Fourth Foundation: Mindfulness of phenomena (dharmas)

The Fourth Foundation of Mindfulness is often translated as mindfulness of dharmas, or the realm of senses and desire, and counterposing this realm to the state of awakening.

Investigating dharmas consists of studying five lists: the hindrances, the aggregates, the internal and external sense-bases, the seven perfections, and the Four Noble Truths. Here is a simple breakdown of the lists:

The Five Hindrances – sense-desire, ill-will, sloth and torpor, restlessness and worry, doubt

The Five Aggregates [skandha] – form, feelings, knowledge of differences good and bad, expectations, consciousness.

The Six Sense-Bases – eye and appearances, ear and sound, nose and odor, tongue and flavor, body and sensation, mind and thought

The Seven Perfections – investigation, zeal, joy, mindfulness, tranquility, samadhi, perfect equanimity

The Four Noble Truths – Suffering, The Cause of Suffering, The Cessation of Suffering, the Noble Eightfold Path

Practicing the Four Foundations of Mindfulness

When practicing with the satipatthana, it is important to remember that our task is just to contemplate these things. In mindfulness practice we allow feelings to come up into our awareness and let go of them. We observe our judgments of good and bad, right and wrong, and let go of them. The objective is to observe everything with equanimity and detachment.

Bhikku Analayo (2004). Satipatthana: The Direct Path to Realization. Cambridge, UK: Windhorse Publications. (Exploring_Satipatthana)

Bhikku Analayo (2018). Mindfulness: A Practical Guide to Awakening.
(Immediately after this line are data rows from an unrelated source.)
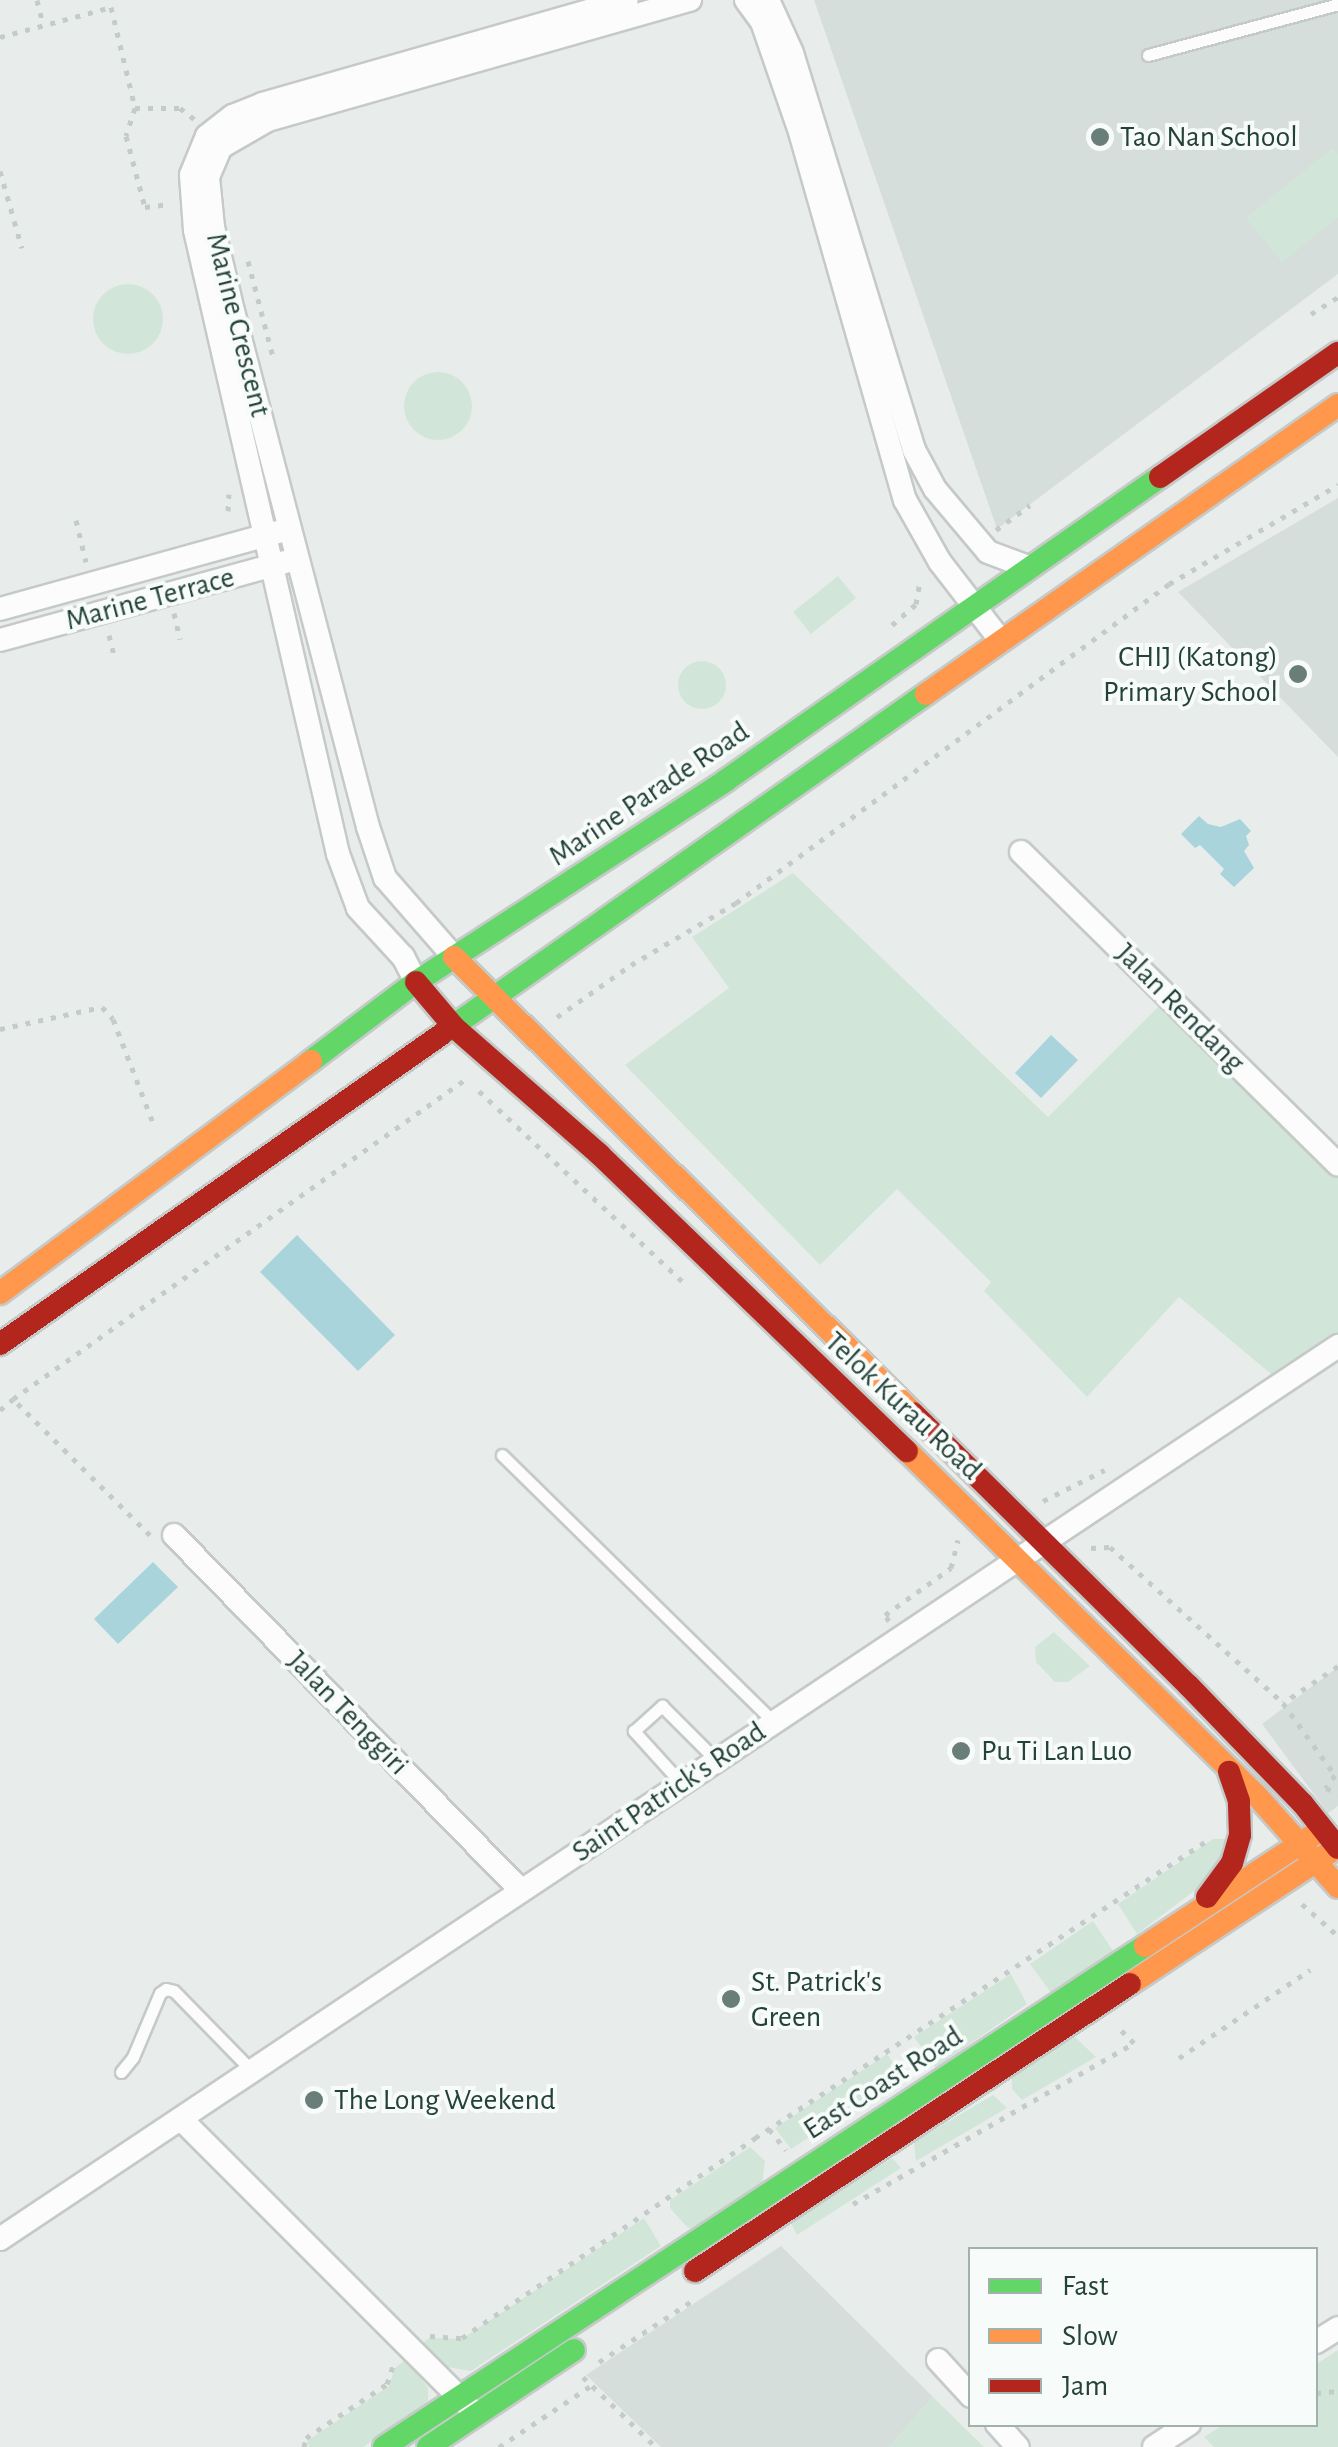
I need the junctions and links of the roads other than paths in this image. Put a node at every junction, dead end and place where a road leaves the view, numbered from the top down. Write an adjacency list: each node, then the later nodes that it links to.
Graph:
1 (626, 0): 10 (street, Marine Crescent)
2 (690, 0): 9 (street, Marine Crescent)
3 (746, 0): 14 (street)
4 (768, 0): 13 (street)
5 (1338, 4): 6 (lane)
6 (1148, 55)
7 (1338, 353): 13 (main road, Marine Parade Road)
8 (1338, 405): 17 (main road)
9 (292, 528): 10 (street, Marine Terrace); 11 (street, Marine Crescent)
10 (266, 535): 12 (street, Marine Crescent); 15 (street, Marine Terrace)
11 (299, 559): 12 (street, Marine Terrace); 19 (street, Marine Crescent)
12 (272, 566): 16 (street, Marine Terrace); 20 (street, Marine Crescent)
13 (1028, 568): 14 (main road, Marine Parade Road)
14 (971, 606): 17 (street); 19 (main road, Marine Parade Road)
15 (0, 609)
16 (0, 640)
17 (1001, 640): 21 (main road)
18 (1021, 852): 23 (street, Jalan Rendang)
19 (454, 957): 20 (main road, Marine Parade Road); 21 (main road, Telok Kurau Road)
20 (416, 982): 22 (main road, Telok Kurau Road); 24 (main road, Marine Parade Road)
21 (494, 996): 22 (main road); 29 (main road, Telok Kurau Road)
22 (454, 1027): 25 (main road); 30 (main road, Telok Kurau Road)
23 (1338, 1164)
24 (1, 1291)
25 (0, 1344)
26 (1338, 1346): 29 (street, Saint Patrick's Road)
27 (502, 1456): 31 (lane)
28 (174, 1535): 38 (street, Jalan Tenggiri)
29 (1045, 1540): 30 (street, Saint Patrick's Road); 35 (main road, Telok Kurau Road)
30 (1020, 1558): 31 (street, Saint Patrick's Road); 33 (main road, Telok Kurau Road)
31 (774, 1722): 32 (street, Saint Patrick's Road)
32 (717, 1760): 34 (street, Saint Patrick's Road); 34 (lane)
33 (1228, 1767): 36 (main road, Telok Kurau Road); 39 (main road)
34 (682, 1784): 38 (street, Saint Patrick's Road)
35 (1335, 1838): 36 (main road, East Coast Road)
36 (1307, 1853): 37 (main road, Telok Kurau Road); 39 (main road, East Coast Road); 46 (main road, East Coast Road)
37 (1338, 1887)
38 (522, 1891): 40 (street, Saint Patrick's Road)
39 (1187, 1919): 46 (main road, East Coast Road)
40 (252, 2071): 41 (lane); 42 (street, Saint Patrick's Road)
41 (121, 2072)
42 (180, 2119): 43 (street, Saint Patrick's Road); 46 (street)
43 (0, 2239)
44 (938, 2360): 45 (street)
45 (968, 2394)
46 (468, 2406): 49 (main road, East Coast Road); 50 (main road, East Coast Road)
47 (1000, 2427): 51 (street)
48 (1184, 2427): 52 (street)
49 (384, 2447)
50 (428, 2447)
51 (1018, 2447)
52 (1154, 2447)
Cambridge, UK: Windhorse Publications. (Windhorse Publications)

Guided meditation of Exploring Four Satipatthanas (40 min.):

1. The thirty-two parts of the body are: hair of the head, hair of the body, nails, teeth, skin, flesh, sinews, bones, marrow, kidneys, heart, liver, membranes, spleen, lungs, bowels, intestines, gorge, dung, bile, phlegm, pus, blood, sweat, fat, tears, grease, snot, spittle, oil-of-the-joints, urine, and brain. Bhikku Analayo has simplified this list to ‘skin, flesh and bones.’